_Record set_
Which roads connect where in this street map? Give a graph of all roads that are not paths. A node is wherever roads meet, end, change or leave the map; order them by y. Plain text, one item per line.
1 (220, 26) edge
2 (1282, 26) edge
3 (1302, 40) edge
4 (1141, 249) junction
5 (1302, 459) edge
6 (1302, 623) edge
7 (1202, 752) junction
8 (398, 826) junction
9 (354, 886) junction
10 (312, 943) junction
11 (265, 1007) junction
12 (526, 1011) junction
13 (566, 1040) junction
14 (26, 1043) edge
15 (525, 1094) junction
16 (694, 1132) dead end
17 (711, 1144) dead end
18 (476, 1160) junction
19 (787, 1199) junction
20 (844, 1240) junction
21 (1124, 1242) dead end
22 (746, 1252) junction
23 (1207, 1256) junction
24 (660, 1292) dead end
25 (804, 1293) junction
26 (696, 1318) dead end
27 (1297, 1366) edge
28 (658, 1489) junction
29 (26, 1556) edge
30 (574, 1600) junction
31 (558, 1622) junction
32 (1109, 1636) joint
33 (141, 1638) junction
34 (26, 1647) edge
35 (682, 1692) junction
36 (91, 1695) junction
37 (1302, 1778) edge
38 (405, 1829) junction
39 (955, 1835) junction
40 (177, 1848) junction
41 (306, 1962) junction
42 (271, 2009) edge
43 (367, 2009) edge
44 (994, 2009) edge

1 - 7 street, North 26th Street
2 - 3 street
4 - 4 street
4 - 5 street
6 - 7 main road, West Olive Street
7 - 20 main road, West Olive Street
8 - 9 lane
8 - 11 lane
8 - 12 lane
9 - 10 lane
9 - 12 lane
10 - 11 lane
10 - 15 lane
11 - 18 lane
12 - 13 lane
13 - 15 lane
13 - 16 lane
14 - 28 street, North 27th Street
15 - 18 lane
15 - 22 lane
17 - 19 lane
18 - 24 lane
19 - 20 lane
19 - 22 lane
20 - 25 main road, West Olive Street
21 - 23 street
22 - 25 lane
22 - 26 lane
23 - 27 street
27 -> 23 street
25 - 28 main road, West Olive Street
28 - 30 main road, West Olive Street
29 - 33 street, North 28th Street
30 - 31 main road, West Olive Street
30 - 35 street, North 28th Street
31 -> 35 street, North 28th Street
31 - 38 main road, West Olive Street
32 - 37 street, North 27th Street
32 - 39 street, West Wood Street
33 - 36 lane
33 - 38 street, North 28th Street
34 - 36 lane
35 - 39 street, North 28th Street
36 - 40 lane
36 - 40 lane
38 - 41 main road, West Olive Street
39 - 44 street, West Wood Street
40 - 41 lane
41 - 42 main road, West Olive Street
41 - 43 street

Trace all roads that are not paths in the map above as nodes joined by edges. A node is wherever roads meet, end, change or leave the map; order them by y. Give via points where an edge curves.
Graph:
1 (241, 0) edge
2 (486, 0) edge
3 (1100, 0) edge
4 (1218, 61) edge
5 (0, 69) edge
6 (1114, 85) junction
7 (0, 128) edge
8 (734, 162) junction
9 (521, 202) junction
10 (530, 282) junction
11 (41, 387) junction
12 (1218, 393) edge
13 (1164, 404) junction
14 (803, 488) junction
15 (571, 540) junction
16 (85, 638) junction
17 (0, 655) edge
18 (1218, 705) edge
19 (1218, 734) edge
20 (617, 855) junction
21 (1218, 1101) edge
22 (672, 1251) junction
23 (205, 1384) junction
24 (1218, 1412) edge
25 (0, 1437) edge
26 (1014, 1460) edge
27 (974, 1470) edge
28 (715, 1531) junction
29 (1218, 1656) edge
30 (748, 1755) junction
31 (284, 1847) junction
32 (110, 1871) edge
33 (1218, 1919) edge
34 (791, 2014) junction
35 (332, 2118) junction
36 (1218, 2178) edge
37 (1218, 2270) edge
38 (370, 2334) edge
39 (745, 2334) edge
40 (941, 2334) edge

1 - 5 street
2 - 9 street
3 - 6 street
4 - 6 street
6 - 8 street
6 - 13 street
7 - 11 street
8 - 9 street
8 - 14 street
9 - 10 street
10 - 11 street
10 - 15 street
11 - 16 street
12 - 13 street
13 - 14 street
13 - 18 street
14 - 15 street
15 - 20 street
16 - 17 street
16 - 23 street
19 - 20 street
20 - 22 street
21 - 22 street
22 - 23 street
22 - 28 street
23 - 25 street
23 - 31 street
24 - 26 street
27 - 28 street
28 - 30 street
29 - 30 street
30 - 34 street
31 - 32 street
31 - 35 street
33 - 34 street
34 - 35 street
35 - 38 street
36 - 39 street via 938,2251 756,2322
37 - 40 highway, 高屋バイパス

_Exercise brief_
Every single record must be transcribed exactly as it stands.

_Answer below_
Which roads connect where in this street map? Give a graph of all roads that are not paths. A node is wherever roads meet, end, change or leave the map; order them by y. Plain text, one item per line.
1 (220, 26) edge
2 (1282, 26) edge
3 (1302, 40) edge
4 (1141, 249) junction
5 (1302, 459) edge
6 (1302, 623) edge
7 (1202, 752) junction
8 (398, 826) junction
9 (354, 886) junction
10 (312, 943) junction
11 (265, 1007) junction
12 (526, 1011) junction
13 (566, 1040) junction
14 (26, 1043) edge
15 (525, 1094) junction
16 (694, 1132) dead end
17 (711, 1144) dead end
18 (476, 1160) junction
19 (787, 1199) junction
20 (844, 1240) junction
21 (1124, 1242) dead end
22 (746, 1252) junction
23 (1207, 1256) junction
24 (660, 1292) dead end
25 (804, 1293) junction
26 (696, 1318) dead end
27 (1297, 1366) edge
28 (658, 1489) junction
29 (26, 1556) edge
30 (574, 1600) junction
31 (558, 1622) junction
32 (1109, 1636) joint
33 (141, 1638) junction
34 (26, 1647) edge
35 (682, 1692) junction
36 (91, 1695) junction
37 (1302, 1778) edge
38 (405, 1829) junction
39 (955, 1835) junction
40 (177, 1848) junction
41 (306, 1962) junction
42 (271, 2009) edge
43 (367, 2009) edge
44 (994, 2009) edge

1 - 7 street, North 26th Street
2 - 3 street
4 - 4 street
4 - 5 street
6 - 7 main road, West Olive Street
7 - 20 main road, West Olive Street
8 - 9 lane
8 - 11 lane
8 - 12 lane
9 - 10 lane
9 - 12 lane
10 - 11 lane
10 - 15 lane
11 - 18 lane
12 - 13 lane
13 - 15 lane
13 - 16 lane
14 - 28 street, North 27th Street
15 - 18 lane
15 - 22 lane
17 - 19 lane
18 - 24 lane
19 - 20 lane
19 - 22 lane
20 - 25 main road, West Olive Street
21 - 23 street
22 - 25 lane
22 - 26 lane
23 - 27 street
27 -> 23 street
25 - 28 main road, West Olive Street
28 - 30 main road, West Olive Street
29 - 33 street, North 28th Street
30 - 31 main road, West Olive Street
30 - 35 street, North 28th Street
31 -> 35 street, North 28th Street
31 - 38 main road, West Olive Street
32 - 37 street, North 27th Street
32 - 39 street, West Wood Street
33 - 36 lane
33 - 38 street, North 28th Street
34 - 36 lane
35 - 39 street, North 28th Street
36 - 40 lane
36 - 40 lane
38 - 41 main road, West Olive Street
39 - 44 street, West Wood Street
40 - 41 lane
41 - 42 main road, West Olive Street
41 - 43 street

Trace all roads that are not paths in the map above as nodes joined by edges. A node is wherever roads meet, end, change or leave the map; order them by y. Give via points where an edge curves.
Graph:
1 (241, 0) edge
2 (486, 0) edge
3 (1100, 0) edge
4 (1218, 61) edge
5 (0, 69) edge
6 (1114, 85) junction
7 (0, 128) edge
8 (734, 162) junction
9 (521, 202) junction
10 (530, 282) junction
11 (41, 387) junction
12 (1218, 393) edge
13 (1164, 404) junction
14 (803, 488) junction
15 (571, 540) junction
16 (85, 638) junction
17 (0, 655) edge
18 (1218, 705) edge
19 (1218, 734) edge
20 (617, 855) junction
21 (1218, 1101) edge
22 (672, 1251) junction
23 (205, 1384) junction
24 (1218, 1412) edge
25 (0, 1437) edge
26 (1014, 1460) edge
27 (974, 1470) edge
28 (715, 1531) junction
29 (1218, 1656) edge
30 (748, 1755) junction
31 (284, 1847) junction
32 (110, 1871) edge
33 (1218, 1919) edge
34 (791, 2014) junction
35 (332, 2118) junction
36 (1218, 2178) edge
37 (1218, 2270) edge
38 (370, 2334) edge
39 (745, 2334) edge
40 (941, 2334) edge

1 - 5 street
2 - 9 street
3 - 6 street
4 - 6 street
6 - 8 street
6 - 13 street
7 - 11 street
8 - 9 street
8 - 14 street
9 - 10 street
10 - 11 street
10 - 15 street
11 - 16 street
12 - 13 street
13 - 14 street
13 - 18 street
14 - 15 street
15 - 20 street
16 - 17 street
16 - 23 street
19 - 20 street
20 - 22 street
21 - 22 street
22 - 23 street
22 - 28 street
23 - 25 street
23 - 31 street
24 - 26 street
27 - 28 street
28 - 30 street
29 - 30 street
30 - 34 street
31 - 32 street
31 - 35 street
33 - 34 street
34 - 35 street
35 - 38 street
36 - 39 street via 938,2251 756,2322
37 - 40 highway, 高屋バイパス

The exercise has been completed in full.